There are three possible routes for this trip. Starting from Thessaloniki you can take the road to Polygyros and the left-hand turning to Agios Prodromos, a village famous for its tavernas and souvlakia. If you want a faster route, avoiding Agios Prodromos, wait until you come to a second sign on the main road, to Arnaia, and follow that route.
The second route involves driving to Polygyros (60km) and then following the signs to Vrastamas and then on to Gomati. This will bring you to Ierissos, from where you can reach your final destination.
The third option is to take the Egnatia Motorway from Thessaloniki to Kavala, turning off at the Mt. Athos exit. The road will take you down to Ierissos, Ouranoupolis and Mt. Athos.

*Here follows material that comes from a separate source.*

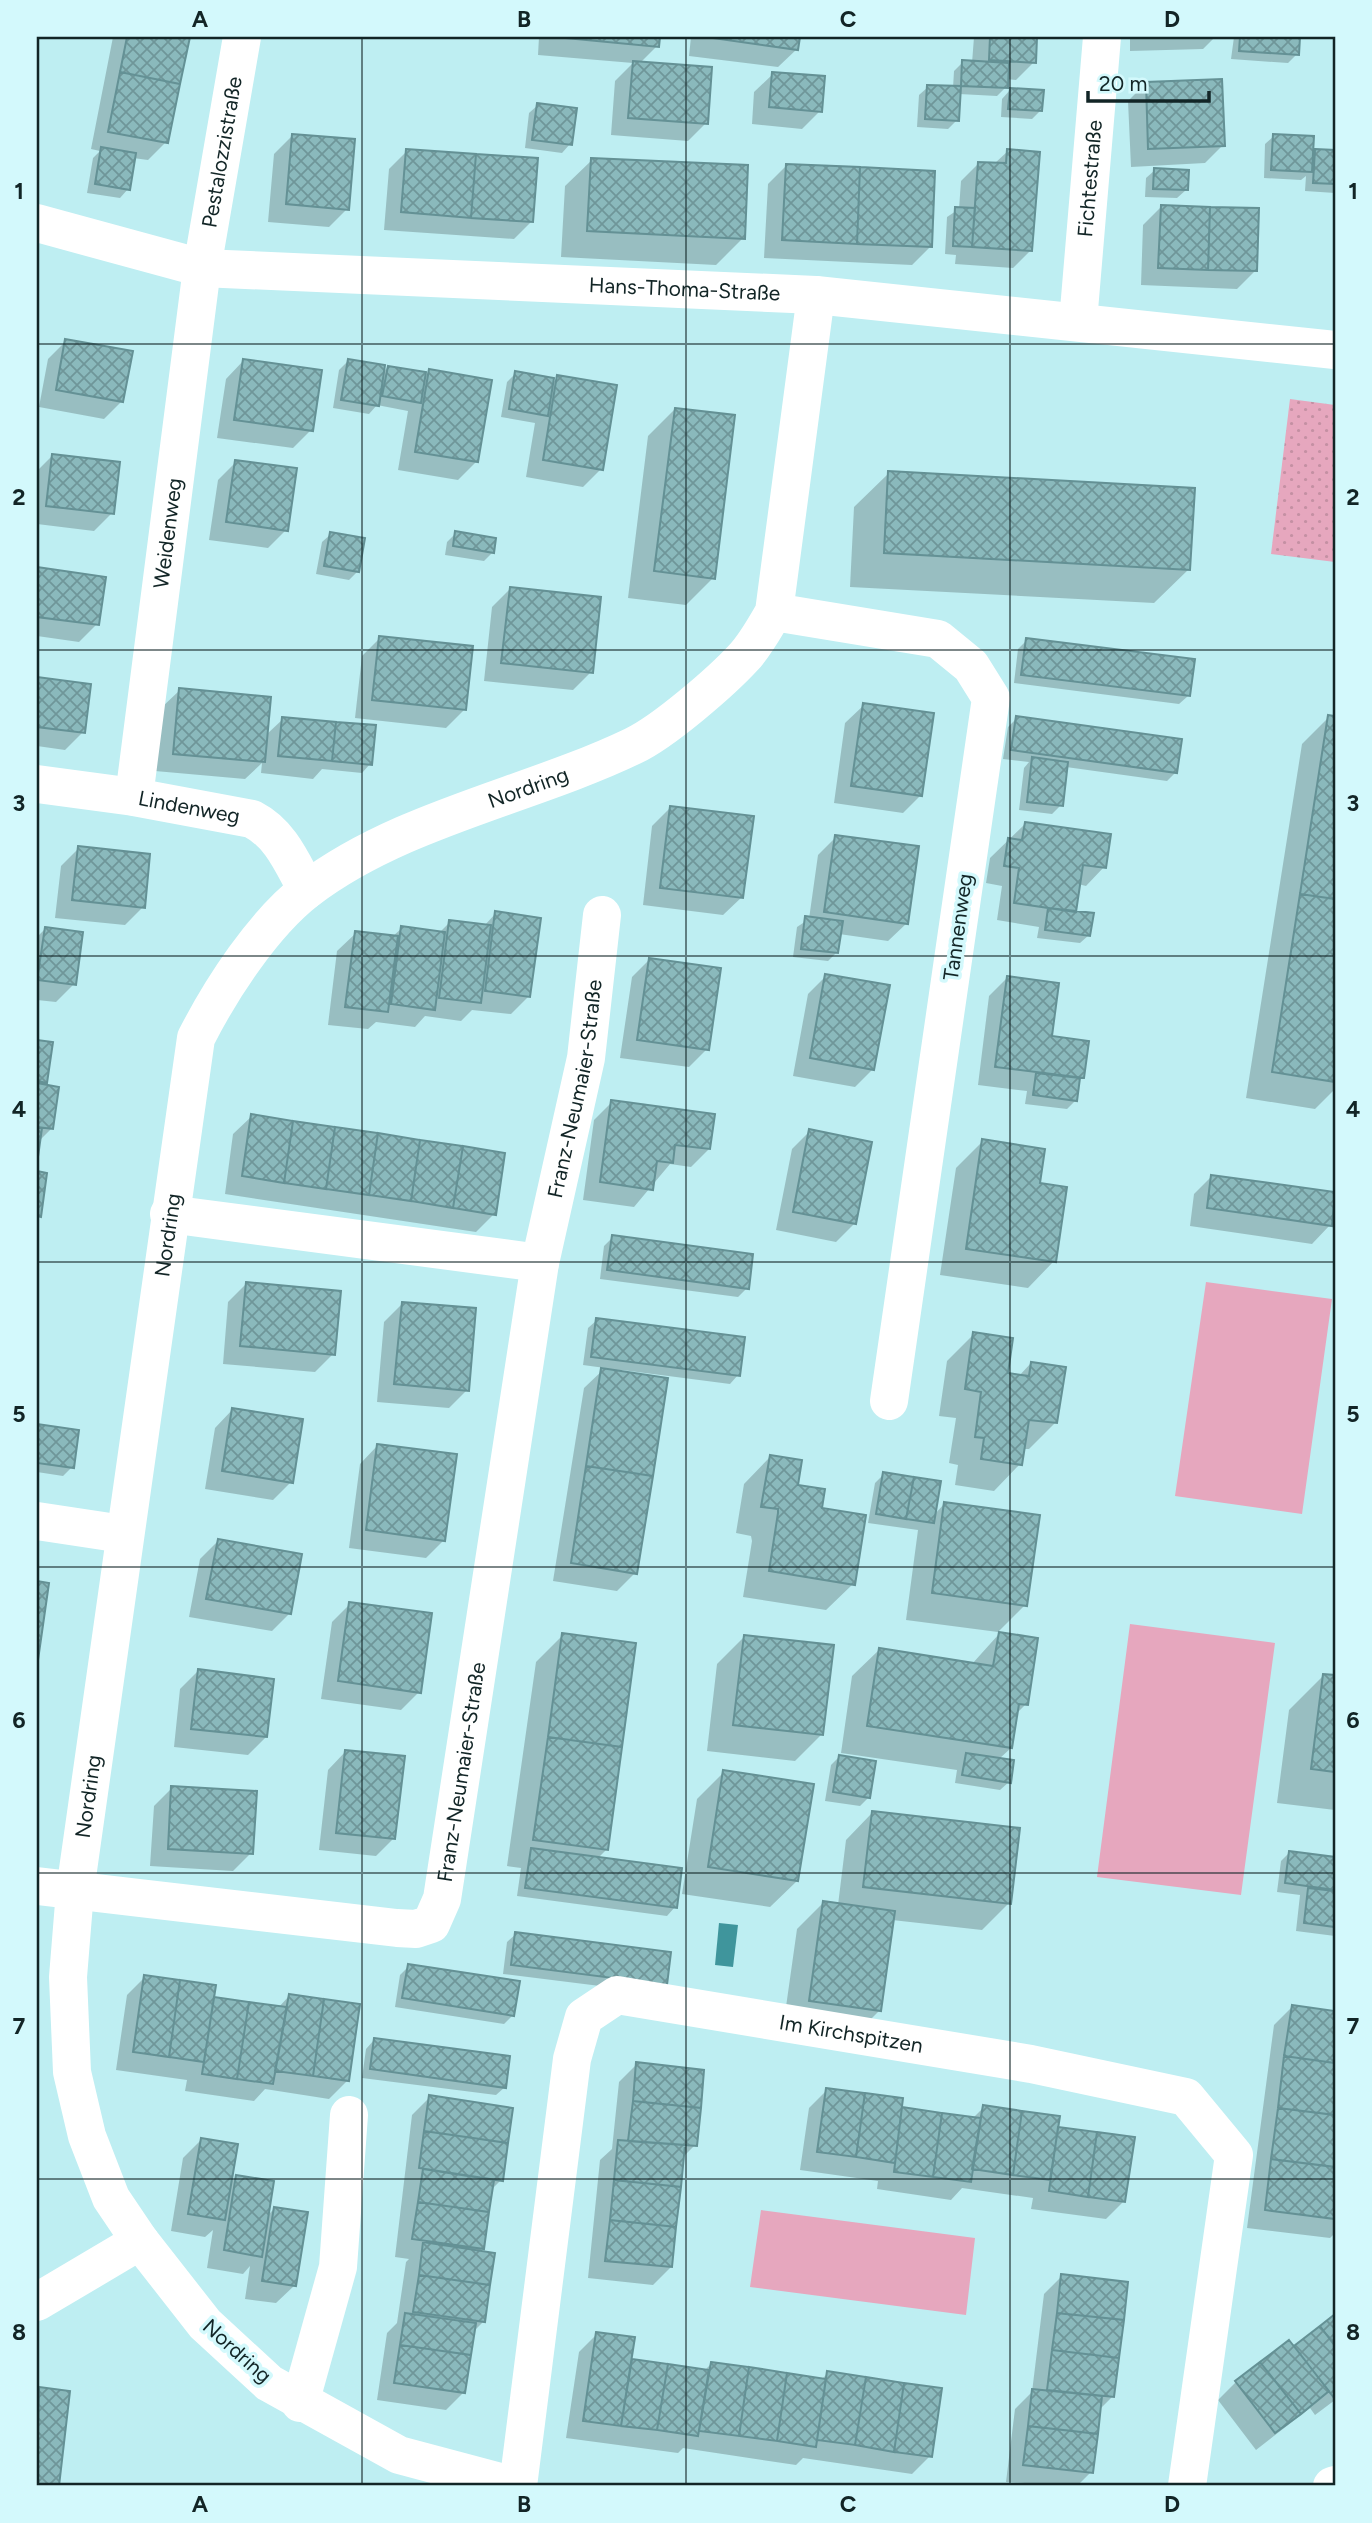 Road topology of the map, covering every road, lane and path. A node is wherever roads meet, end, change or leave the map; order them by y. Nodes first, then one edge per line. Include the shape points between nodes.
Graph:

The distance you will drive is about the same on all three routes, i.e. 127km from Thessaloniki to Ouranoupolis. The difference is that while the first route is a winding road it does take you through picturesque Arnaia, Palaiohori, Stageira, birthplace of Aristotle, and then Stratoniki. The second road is easier, but with some winding sections, while the third route is definitely the easiest of the three.

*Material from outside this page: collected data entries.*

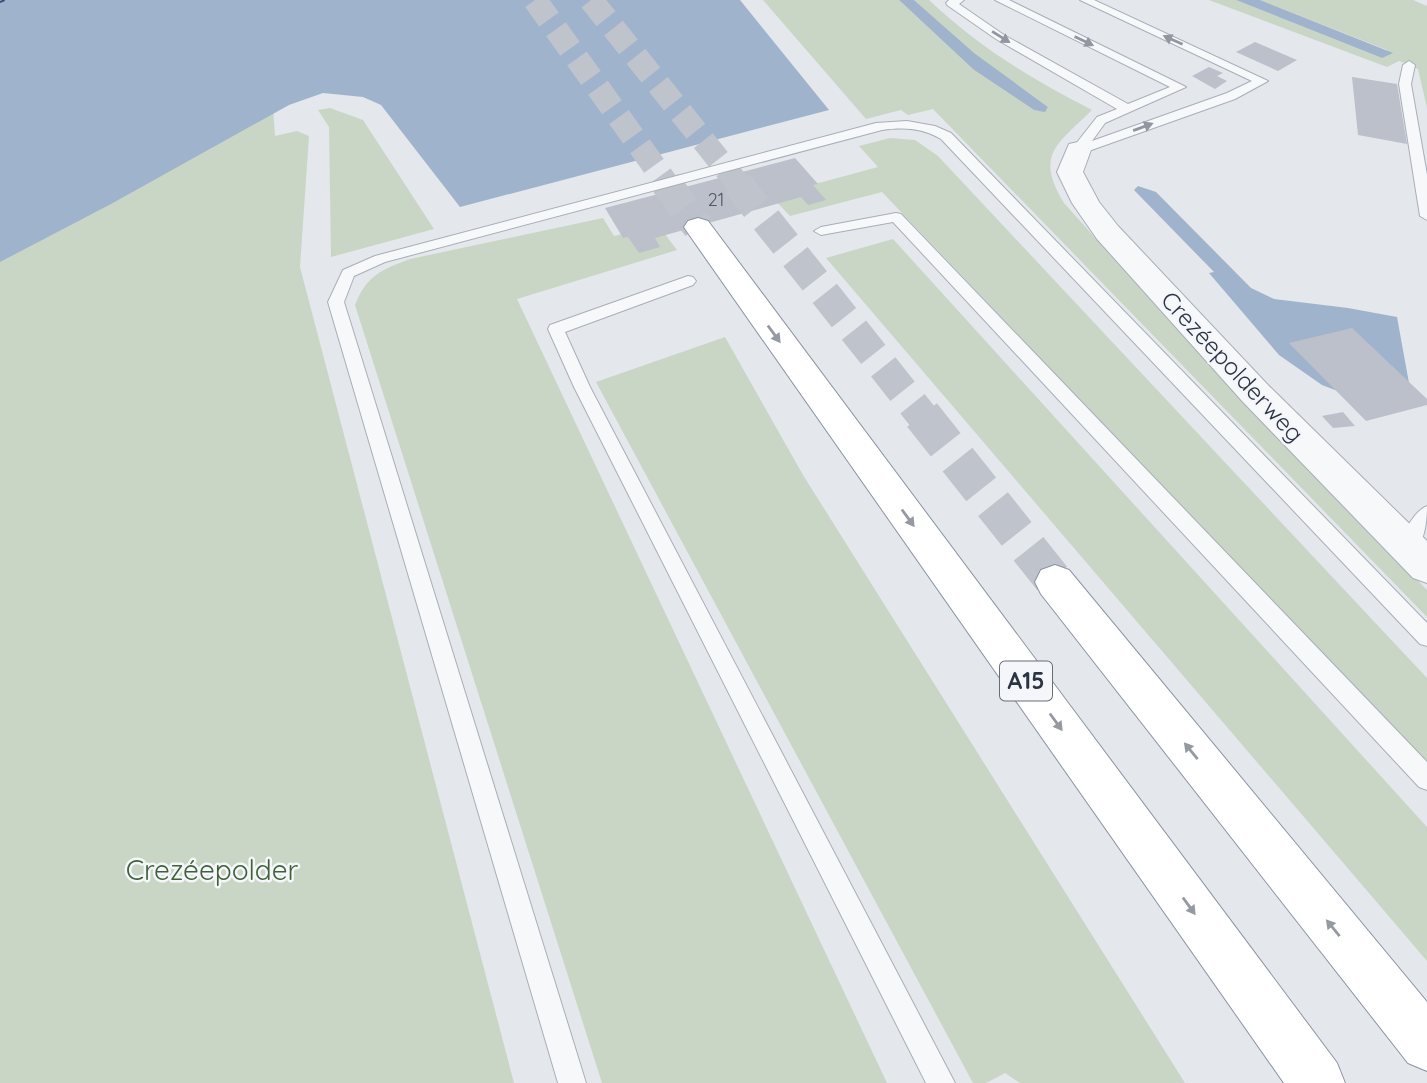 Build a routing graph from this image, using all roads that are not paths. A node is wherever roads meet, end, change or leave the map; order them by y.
1 (959, 0) edge
2 (1000, 0) edge
3 (1085, 0) edge
4 (1409, 65) dead end
5 (1127, 109) junction
6 (1078, 150) junction
7 (1427, 216) edge
8 (698, 227) tunnel mouth
9 (821, 231) dead end
10 (688, 281) dead end
11 (1427, 514) edge
12 (1417, 556) edge
13 (1055, 582) tunnel mouth
14 (1427, 637) edge
15 (1427, 779) edge
16 (1427, 1044) edge
17 (572, 1083) edge
18 (941, 1083) edge
19 (1317, 1083) edge

1 -> 5 lane
2 -> 5 lane
6 -> 3 lane
4 - 7 lane
5 - 6 lane
6 - 12 street, Crezéepolderweg
8 -> 19 highway, A15
9 - 15 lane
10 - 18 lane
11 - 12 lane
16 -> 13 highway
14 - 17 lane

If we take the first route, after 41.5km we come to the sign for Arnaia, Ierissos and Mt. Athos. 500m farther on we come to Agios Prodromos. We arrive in Arnaia** after a drive of 72km from our starting point. Drive through the town square, with its cafes and shops selling fabrics, honey and tsipouro, and carry on driving to Palaiohori (+5km). From here you can turn right to Megali Panayia, Pyrgadikia and Agios Nikolaos, or straight on through Neohori (+3km). 2km farther on there is a road to the left for Varvara**, Olympiada** and Stavros. Carry straight on for Stageira, birthplace of Aristotle, with the park containing the statue of the philosopher**. Just on from Stageira is Stratoniki, and then Stratoni, from where the road goes straight to Ierissos, site of the ancient Akanthos, one of the biggest country towns in the prefecture of Halkidiki**. As you come out of Ierissos you will pass the old boatyards** and after a drive of 6km you will arrive at Nea Roda**, a village built on the narrowest point of the peninsula. 2km farther on you come to Trypiti, where ferries leave for the little island of Ammouliani. For sailing times ring 23770 31376 (harbor office at Trypiti) or 2370 22666 (harbor office at Ierissos). Drive on another 7km and you come to Ouranoupolis**, built at the foot of Mt. Athos.